Records from a data collection:
===============

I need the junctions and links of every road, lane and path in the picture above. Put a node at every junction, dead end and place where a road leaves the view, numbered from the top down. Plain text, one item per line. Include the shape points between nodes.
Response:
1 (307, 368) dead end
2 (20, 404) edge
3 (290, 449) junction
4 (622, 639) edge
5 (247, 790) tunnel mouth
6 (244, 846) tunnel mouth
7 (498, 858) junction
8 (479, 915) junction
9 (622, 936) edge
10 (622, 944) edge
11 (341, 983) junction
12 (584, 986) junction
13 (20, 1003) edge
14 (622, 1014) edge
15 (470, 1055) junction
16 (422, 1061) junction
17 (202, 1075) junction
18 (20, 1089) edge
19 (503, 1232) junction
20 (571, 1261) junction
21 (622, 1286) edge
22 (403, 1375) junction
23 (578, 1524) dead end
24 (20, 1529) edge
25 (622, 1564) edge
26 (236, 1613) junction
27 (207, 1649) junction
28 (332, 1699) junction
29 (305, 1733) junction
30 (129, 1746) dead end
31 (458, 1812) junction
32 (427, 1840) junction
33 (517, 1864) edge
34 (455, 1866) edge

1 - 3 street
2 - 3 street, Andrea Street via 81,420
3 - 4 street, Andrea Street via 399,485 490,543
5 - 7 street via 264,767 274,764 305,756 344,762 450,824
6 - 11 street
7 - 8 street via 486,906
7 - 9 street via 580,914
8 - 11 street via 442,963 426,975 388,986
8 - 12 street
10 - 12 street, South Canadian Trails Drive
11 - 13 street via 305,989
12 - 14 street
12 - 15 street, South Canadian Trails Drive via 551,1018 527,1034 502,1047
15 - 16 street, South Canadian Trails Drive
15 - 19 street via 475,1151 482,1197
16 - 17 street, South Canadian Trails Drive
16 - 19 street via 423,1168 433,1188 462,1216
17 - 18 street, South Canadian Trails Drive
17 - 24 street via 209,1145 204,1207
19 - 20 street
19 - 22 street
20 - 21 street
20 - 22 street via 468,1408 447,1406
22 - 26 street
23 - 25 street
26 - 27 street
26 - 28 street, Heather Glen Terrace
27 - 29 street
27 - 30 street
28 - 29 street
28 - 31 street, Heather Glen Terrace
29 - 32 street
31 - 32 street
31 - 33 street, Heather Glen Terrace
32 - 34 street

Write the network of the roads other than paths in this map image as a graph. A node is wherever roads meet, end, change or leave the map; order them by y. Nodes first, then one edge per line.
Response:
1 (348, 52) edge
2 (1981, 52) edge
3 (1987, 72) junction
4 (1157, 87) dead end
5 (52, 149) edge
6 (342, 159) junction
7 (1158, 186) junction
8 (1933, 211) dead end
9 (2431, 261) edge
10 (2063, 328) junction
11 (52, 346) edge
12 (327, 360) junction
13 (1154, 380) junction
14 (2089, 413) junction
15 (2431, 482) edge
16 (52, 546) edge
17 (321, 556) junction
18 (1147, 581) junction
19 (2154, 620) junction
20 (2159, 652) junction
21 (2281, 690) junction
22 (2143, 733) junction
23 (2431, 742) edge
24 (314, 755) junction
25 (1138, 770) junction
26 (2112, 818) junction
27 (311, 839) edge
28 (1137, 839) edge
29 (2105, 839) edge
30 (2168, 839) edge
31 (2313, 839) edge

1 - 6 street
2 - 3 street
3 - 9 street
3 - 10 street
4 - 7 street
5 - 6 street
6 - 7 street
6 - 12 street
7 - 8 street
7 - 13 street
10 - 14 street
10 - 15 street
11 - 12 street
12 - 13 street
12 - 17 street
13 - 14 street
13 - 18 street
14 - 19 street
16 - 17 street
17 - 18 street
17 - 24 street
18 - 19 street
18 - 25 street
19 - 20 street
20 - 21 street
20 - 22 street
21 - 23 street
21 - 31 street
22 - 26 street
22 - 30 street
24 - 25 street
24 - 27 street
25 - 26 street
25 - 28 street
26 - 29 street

===============

Give the data again in full, keeping every line as it was.

- The answer -
I need the junctions and links of every road, lane and path in the picture above. Put a node at every junction, dead end and place where a road leaves the view, numbered from the top down. Plain text, one item per line. Include the shape points between nodes.
Response:
1 (307, 368) dead end
2 (20, 404) edge
3 (290, 449) junction
4 (622, 639) edge
5 (247, 790) tunnel mouth
6 (244, 846) tunnel mouth
7 (498, 858) junction
8 (479, 915) junction
9 (622, 936) edge
10 (622, 944) edge
11 (341, 983) junction
12 (584, 986) junction
13 (20, 1003) edge
14 (622, 1014) edge
15 (470, 1055) junction
16 (422, 1061) junction
17 (202, 1075) junction
18 (20, 1089) edge
19 (503, 1232) junction
20 (571, 1261) junction
21 (622, 1286) edge
22 (403, 1375) junction
23 (578, 1524) dead end
24 (20, 1529) edge
25 (622, 1564) edge
26 (236, 1613) junction
27 (207, 1649) junction
28 (332, 1699) junction
29 (305, 1733) junction
30 (129, 1746) dead end
31 (458, 1812) junction
32 (427, 1840) junction
33 (517, 1864) edge
34 (455, 1866) edge

1 - 3 street
2 - 3 street, Andrea Street via 81,420
3 - 4 street, Andrea Street via 399,485 490,543
5 - 7 street via 264,767 274,764 305,756 344,762 450,824
6 - 11 street
7 - 8 street via 486,906
7 - 9 street via 580,914
8 - 11 street via 442,963 426,975 388,986
8 - 12 street
10 - 12 street, South Canadian Trails Drive
11 - 13 street via 305,989
12 - 14 street
12 - 15 street, South Canadian Trails Drive via 551,1018 527,1034 502,1047
15 - 16 street, South Canadian Trails Drive
15 - 19 street via 475,1151 482,1197
16 - 17 street, South Canadian Trails Drive
16 - 19 street via 423,1168 433,1188 462,1216
17 - 18 street, South Canadian Trails Drive
17 - 24 street via 209,1145 204,1207
19 - 20 street
19 - 22 street
20 - 21 street
20 - 22 street via 468,1408 447,1406
22 - 26 street
23 - 25 street
26 - 27 street
26 - 28 street, Heather Glen Terrace
27 - 29 street
27 - 30 street
28 - 29 street
28 - 31 street, Heather Glen Terrace
29 - 32 street
31 - 32 street
31 - 33 street, Heather Glen Terrace
32 - 34 street

Write the network of the roads other than paths in this map image as a graph. A node is wherever roads meet, end, change or leave the map; order them by y. Nodes first, then one edge per line.
Response:
1 (348, 52) edge
2 (1981, 52) edge
3 (1987, 72) junction
4 (1157, 87) dead end
5 (52, 149) edge
6 (342, 159) junction
7 (1158, 186) junction
8 (1933, 211) dead end
9 (2431, 261) edge
10 (2063, 328) junction
11 (52, 346) edge
12 (327, 360) junction
13 (1154, 380) junction
14 (2089, 413) junction
15 (2431, 482) edge
16 (52, 546) edge
17 (321, 556) junction
18 (1147, 581) junction
19 (2154, 620) junction
20 (2159, 652) junction
21 (2281, 690) junction
22 (2143, 733) junction
23 (2431, 742) edge
24 (314, 755) junction
25 (1138, 770) junction
26 (2112, 818) junction
27 (311, 839) edge
28 (1137, 839) edge
29 (2105, 839) edge
30 (2168, 839) edge
31 (2313, 839) edge

1 - 6 street
2 - 3 street
3 - 9 street
3 - 10 street
4 - 7 street
5 - 6 street
6 - 7 street
6 - 12 street
7 - 8 street
7 - 13 street
10 - 14 street
10 - 15 street
11 - 12 street
12 - 13 street
12 - 17 street
13 - 14 street
13 - 18 street
14 - 19 street
16 - 17 street
17 - 18 street
17 - 24 street
18 - 19 street
18 - 25 street
19 - 20 street
20 - 21 street
20 - 22 street
21 - 23 street
21 - 31 street
22 - 26 street
22 - 30 street
24 - 25 street
24 - 27 street
25 - 26 street
25 - 28 street
26 - 29 street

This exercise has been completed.